Prof. Deji Akinwande Named Recipient of Presidential Early Career Award for Scientists and Engineers
Deji Akinwande has been selected to receive a 2016 Presidential Early Career Award for Scientists and Engineers (PECASE) by President Obama, the United States government’s highest honor for scientists and engineers in the early stages of research. Prof. Akinwande is an associate professor in electrical and computer engineering and the Jack Kilby/Texas Instruments Endowed Faculty Fellow in Computer Engineering in the Cockrell School of Engineering at The University of Texas at Austin.
He is among 106 recipients announced by the White House on Thursday. The winners, who will be honored at a ceremony in Washington, D.C., this spring, were selected for having research that is both innovative and beneficial to society. Prof. Akinwande is one of two PECASE recipients from The University of Texas at Austin. The other recipient is Prof. Keji Lai from the Department of Physics.
“These early-career scientists are leading the way in our efforts to confront and understand challenges from climate change to our health and wellness,” President Barack Obama said. “We congratulate these accomplished individuals and encourage them to continue to serve as an example of the incredible promise and ingenuity of the American people.”

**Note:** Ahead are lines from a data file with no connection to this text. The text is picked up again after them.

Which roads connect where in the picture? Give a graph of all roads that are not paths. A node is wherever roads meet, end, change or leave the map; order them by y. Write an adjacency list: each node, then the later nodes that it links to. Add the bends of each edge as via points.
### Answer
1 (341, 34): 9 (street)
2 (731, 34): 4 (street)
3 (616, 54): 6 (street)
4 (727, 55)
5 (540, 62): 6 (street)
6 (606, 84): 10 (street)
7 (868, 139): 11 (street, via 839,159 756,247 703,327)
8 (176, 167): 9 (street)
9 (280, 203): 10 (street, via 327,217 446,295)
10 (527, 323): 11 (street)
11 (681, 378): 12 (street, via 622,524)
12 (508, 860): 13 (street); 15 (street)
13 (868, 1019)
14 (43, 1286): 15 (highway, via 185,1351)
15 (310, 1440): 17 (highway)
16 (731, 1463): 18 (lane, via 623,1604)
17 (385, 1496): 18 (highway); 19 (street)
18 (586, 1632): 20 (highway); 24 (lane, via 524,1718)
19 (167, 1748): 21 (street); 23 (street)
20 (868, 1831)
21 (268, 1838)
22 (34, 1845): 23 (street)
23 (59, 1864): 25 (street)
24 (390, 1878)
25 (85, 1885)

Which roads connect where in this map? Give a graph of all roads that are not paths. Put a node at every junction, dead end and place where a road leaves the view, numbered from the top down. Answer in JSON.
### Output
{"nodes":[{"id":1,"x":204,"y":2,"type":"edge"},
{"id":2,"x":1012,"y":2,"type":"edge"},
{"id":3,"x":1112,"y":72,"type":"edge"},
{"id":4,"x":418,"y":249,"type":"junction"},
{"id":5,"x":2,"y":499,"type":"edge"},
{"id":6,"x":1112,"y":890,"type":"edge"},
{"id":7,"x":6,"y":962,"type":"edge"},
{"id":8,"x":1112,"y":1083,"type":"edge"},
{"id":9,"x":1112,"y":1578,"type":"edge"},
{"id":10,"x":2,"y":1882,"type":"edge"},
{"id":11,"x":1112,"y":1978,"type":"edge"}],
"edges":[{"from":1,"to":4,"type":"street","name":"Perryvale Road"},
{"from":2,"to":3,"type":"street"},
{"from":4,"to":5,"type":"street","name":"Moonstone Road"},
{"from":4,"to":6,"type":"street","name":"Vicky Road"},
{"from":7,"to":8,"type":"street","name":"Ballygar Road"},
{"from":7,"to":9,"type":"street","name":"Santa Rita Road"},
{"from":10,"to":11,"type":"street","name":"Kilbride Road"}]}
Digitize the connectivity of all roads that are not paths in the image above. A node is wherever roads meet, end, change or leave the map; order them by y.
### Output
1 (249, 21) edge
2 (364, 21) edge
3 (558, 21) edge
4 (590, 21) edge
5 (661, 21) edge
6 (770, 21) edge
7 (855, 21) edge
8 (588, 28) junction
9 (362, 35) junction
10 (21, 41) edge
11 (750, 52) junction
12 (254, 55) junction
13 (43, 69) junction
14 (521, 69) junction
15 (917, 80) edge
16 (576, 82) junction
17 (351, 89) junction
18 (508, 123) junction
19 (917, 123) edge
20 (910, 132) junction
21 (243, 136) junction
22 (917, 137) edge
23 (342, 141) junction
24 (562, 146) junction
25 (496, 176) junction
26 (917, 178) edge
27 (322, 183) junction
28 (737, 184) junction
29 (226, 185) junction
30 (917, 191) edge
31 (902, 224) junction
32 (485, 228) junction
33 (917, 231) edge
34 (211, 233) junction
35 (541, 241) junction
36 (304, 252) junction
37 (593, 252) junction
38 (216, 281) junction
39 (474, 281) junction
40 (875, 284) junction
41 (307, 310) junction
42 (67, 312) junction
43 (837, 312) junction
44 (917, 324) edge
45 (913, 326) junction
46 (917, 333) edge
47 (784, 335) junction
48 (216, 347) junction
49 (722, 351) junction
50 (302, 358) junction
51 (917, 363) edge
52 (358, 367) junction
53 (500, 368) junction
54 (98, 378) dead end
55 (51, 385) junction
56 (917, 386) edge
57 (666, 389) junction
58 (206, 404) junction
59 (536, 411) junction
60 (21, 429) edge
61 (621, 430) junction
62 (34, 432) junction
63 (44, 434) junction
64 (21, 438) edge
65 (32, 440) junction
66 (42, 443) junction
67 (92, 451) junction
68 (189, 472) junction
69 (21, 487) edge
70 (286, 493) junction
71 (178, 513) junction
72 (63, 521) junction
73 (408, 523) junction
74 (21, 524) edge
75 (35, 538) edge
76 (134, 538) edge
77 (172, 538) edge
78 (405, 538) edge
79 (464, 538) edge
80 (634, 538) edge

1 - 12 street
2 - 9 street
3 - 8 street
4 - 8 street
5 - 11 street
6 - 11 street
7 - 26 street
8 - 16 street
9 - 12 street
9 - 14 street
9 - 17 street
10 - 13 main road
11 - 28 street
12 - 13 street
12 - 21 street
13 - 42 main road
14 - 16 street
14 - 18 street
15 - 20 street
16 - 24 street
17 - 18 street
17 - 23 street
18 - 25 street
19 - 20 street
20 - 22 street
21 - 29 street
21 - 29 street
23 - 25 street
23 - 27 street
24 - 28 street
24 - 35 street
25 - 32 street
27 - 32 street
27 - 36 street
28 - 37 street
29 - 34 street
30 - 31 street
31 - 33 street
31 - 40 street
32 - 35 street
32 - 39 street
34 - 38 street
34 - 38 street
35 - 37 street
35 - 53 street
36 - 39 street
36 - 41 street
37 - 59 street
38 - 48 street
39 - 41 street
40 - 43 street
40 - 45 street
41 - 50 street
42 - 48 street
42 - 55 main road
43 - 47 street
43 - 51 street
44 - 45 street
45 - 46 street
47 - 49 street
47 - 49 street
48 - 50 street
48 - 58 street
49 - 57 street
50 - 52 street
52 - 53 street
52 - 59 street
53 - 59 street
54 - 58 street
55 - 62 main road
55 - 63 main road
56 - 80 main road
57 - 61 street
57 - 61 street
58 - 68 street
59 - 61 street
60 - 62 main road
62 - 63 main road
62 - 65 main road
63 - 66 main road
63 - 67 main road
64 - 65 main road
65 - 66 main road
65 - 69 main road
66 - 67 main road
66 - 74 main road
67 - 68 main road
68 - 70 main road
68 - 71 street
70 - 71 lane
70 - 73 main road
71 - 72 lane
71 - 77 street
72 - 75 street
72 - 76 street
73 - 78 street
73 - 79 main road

Now in its 20th year, the Presidential Early Career Awards are coordinated through the President’s Office of Science and Technology Policy, which selects winners “for their pursuit of innovative research at the frontiers of science and technology and their commitment to community service as demonstrated through scientific leadership, public education, or community outreach.”
Prof. Akinwande is known for his groundbreaking research on nanomaterials, sensors, devices and flexible technology. He is considered one of the top researchers in the world in the areas of graphene, silicon electronics and 2-D nanomaterials for use in flexible electronics. In 2015, Akinwande created the first transistor out of silicene, the world’s thinnest silicon material, and he is continuing to advance the capabilities of computer chips and other electronics.
Prof. Akinwande has been the recipient of several prestigious awards, including the Inaugural IEEE NANO "Geim and Novoselov Graphene Prize," an IEEE Early Career Award in Nanotechnology, a National Science Foundation Career Award, an Army Research Office Young Investigator award, and a Young Investigator award from the Defense Threat Reduction Agency.